WORK REQUIRED
The entries below are to be repeated verbatim, in full.

(Saved entries)

--------------------------------------------------

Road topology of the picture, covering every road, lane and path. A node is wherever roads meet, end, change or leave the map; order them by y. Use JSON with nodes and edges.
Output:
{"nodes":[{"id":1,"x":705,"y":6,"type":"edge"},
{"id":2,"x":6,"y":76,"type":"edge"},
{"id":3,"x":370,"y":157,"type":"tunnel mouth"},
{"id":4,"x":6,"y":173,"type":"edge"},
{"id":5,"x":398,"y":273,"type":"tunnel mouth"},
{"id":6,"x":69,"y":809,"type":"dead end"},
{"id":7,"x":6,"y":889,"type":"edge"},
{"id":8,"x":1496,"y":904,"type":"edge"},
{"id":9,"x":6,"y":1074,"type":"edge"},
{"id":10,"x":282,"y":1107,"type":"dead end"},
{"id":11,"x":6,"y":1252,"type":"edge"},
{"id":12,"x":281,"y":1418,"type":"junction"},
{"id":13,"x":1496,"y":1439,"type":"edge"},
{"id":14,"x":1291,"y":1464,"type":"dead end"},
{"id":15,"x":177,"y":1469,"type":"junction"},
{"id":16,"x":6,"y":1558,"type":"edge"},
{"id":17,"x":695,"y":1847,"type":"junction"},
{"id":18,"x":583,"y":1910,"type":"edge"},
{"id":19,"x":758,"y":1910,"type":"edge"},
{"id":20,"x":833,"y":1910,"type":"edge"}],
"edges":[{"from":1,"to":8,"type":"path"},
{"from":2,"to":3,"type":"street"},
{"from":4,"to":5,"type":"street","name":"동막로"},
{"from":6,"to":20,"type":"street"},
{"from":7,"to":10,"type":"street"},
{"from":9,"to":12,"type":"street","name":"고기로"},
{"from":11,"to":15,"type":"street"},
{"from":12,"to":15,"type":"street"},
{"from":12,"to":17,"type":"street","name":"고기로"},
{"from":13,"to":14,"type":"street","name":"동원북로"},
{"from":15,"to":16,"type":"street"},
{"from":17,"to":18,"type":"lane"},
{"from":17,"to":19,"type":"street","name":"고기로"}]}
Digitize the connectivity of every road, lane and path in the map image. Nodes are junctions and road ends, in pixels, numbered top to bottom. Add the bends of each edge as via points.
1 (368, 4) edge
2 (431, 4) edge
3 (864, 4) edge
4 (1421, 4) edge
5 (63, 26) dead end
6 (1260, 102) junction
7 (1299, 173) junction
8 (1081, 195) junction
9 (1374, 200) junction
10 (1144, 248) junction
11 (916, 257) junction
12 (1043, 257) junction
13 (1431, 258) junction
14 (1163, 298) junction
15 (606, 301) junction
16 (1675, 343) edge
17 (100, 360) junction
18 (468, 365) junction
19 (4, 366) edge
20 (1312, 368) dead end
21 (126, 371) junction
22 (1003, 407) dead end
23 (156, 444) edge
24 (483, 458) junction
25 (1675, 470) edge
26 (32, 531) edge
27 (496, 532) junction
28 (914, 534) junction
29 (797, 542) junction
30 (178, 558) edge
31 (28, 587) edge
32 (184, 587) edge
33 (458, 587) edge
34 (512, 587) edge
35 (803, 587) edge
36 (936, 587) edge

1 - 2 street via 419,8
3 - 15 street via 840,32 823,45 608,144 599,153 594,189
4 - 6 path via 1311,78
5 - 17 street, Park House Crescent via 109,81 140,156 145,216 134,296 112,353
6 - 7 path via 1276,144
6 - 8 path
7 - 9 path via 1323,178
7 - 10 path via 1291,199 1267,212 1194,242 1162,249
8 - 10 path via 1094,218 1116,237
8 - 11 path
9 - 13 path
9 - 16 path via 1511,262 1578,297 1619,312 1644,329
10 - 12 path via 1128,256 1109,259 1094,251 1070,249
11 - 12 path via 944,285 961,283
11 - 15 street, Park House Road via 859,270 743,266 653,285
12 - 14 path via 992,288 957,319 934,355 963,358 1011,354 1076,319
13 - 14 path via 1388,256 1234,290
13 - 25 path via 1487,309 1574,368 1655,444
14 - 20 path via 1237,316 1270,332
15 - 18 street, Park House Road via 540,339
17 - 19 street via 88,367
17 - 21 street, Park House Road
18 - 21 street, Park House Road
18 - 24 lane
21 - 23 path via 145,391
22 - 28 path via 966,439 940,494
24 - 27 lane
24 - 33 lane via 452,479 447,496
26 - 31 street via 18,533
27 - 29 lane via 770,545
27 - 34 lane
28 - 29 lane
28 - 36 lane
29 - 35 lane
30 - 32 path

--------------------------------------------------

THE ANSWER
Road topology of the picture, covering every road, lane and path. A node is wherever roads meet, end, change or leave the map; order them by y. Use JSON with nodes and edges.
Output:
{"nodes":[{"id":1,"x":705,"y":6,"type":"edge"},
{"id":2,"x":6,"y":76,"type":"edge"},
{"id":3,"x":370,"y":157,"type":"tunnel mouth"},
{"id":4,"x":6,"y":173,"type":"edge"},
{"id":5,"x":398,"y":273,"type":"tunnel mouth"},
{"id":6,"x":69,"y":809,"type":"dead end"},
{"id":7,"x":6,"y":889,"type":"edge"},
{"id":8,"x":1496,"y":904,"type":"edge"},
{"id":9,"x":6,"y":1074,"type":"edge"},
{"id":10,"x":282,"y":1107,"type":"dead end"},
{"id":11,"x":6,"y":1252,"type":"edge"},
{"id":12,"x":281,"y":1418,"type":"junction"},
{"id":13,"x":1496,"y":1439,"type":"edge"},
{"id":14,"x":1291,"y":1464,"type":"dead end"},
{"id":15,"x":177,"y":1469,"type":"junction"},
{"id":16,"x":6,"y":1558,"type":"edge"},
{"id":17,"x":695,"y":1847,"type":"junction"},
{"id":18,"x":583,"y":1910,"type":"edge"},
{"id":19,"x":758,"y":1910,"type":"edge"},
{"id":20,"x":833,"y":1910,"type":"edge"}],
"edges":[{"from":1,"to":8,"type":"path"},
{"from":2,"to":3,"type":"street"},
{"from":4,"to":5,"type":"street","name":"동막로"},
{"from":6,"to":20,"type":"street"},
{"from":7,"to":10,"type":"street"},
{"from":9,"to":12,"type":"street","name":"고기로"},
{"from":11,"to":15,"type":"street"},
{"from":12,"to":15,"type":"street"},
{"from":12,"to":17,"type":"street","name":"고기로"},
{"from":13,"to":14,"type":"street","name":"동원북로"},
{"from":15,"to":16,"type":"street"},
{"from":17,"to":18,"type":"lane"},
{"from":17,"to":19,"type":"street","name":"고기로"}]}
Digitize the connectivity of every road, lane and path in the map image. Nodes are junctions and road ends, in pixels, numbered top to bottom. Add the bends of each edge as via points.
1 (368, 4) edge
2 (431, 4) edge
3 (864, 4) edge
4 (1421, 4) edge
5 (63, 26) dead end
6 (1260, 102) junction
7 (1299, 173) junction
8 (1081, 195) junction
9 (1374, 200) junction
10 (1144, 248) junction
11 (916, 257) junction
12 (1043, 257) junction
13 (1431, 258) junction
14 (1163, 298) junction
15 (606, 301) junction
16 (1675, 343) edge
17 (100, 360) junction
18 (468, 365) junction
19 (4, 366) edge
20 (1312, 368) dead end
21 (126, 371) junction
22 (1003, 407) dead end
23 (156, 444) edge
24 (483, 458) junction
25 (1675, 470) edge
26 (32, 531) edge
27 (496, 532) junction
28 (914, 534) junction
29 (797, 542) junction
30 (178, 558) edge
31 (28, 587) edge
32 (184, 587) edge
33 (458, 587) edge
34 (512, 587) edge
35 (803, 587) edge
36 (936, 587) edge

1 - 2 street via 419,8
3 - 15 street via 840,32 823,45 608,144 599,153 594,189
4 - 6 path via 1311,78
5 - 17 street, Park House Crescent via 109,81 140,156 145,216 134,296 112,353
6 - 7 path via 1276,144
6 - 8 path
7 - 9 path via 1323,178
7 - 10 path via 1291,199 1267,212 1194,242 1162,249
8 - 10 path via 1094,218 1116,237
8 - 11 path
9 - 13 path
9 - 16 path via 1511,262 1578,297 1619,312 1644,329
10 - 12 path via 1128,256 1109,259 1094,251 1070,249
11 - 12 path via 944,285 961,283
11 - 15 street, Park House Road via 859,270 743,266 653,285
12 - 14 path via 992,288 957,319 934,355 963,358 1011,354 1076,319
13 - 14 path via 1388,256 1234,290
13 - 25 path via 1487,309 1574,368 1655,444
14 - 20 path via 1237,316 1270,332
15 - 18 street, Park House Road via 540,339
17 - 19 street via 88,367
17 - 21 street, Park House Road
18 - 21 street, Park House Road
18 - 24 lane
21 - 23 path via 145,391
22 - 28 path via 966,439 940,494
24 - 27 lane
24 - 33 lane via 452,479 447,496
26 - 31 street via 18,533
27 - 29 lane via 770,545
27 - 34 lane
28 - 29 lane
28 - 36 lane
29 - 35 lane
30 - 32 path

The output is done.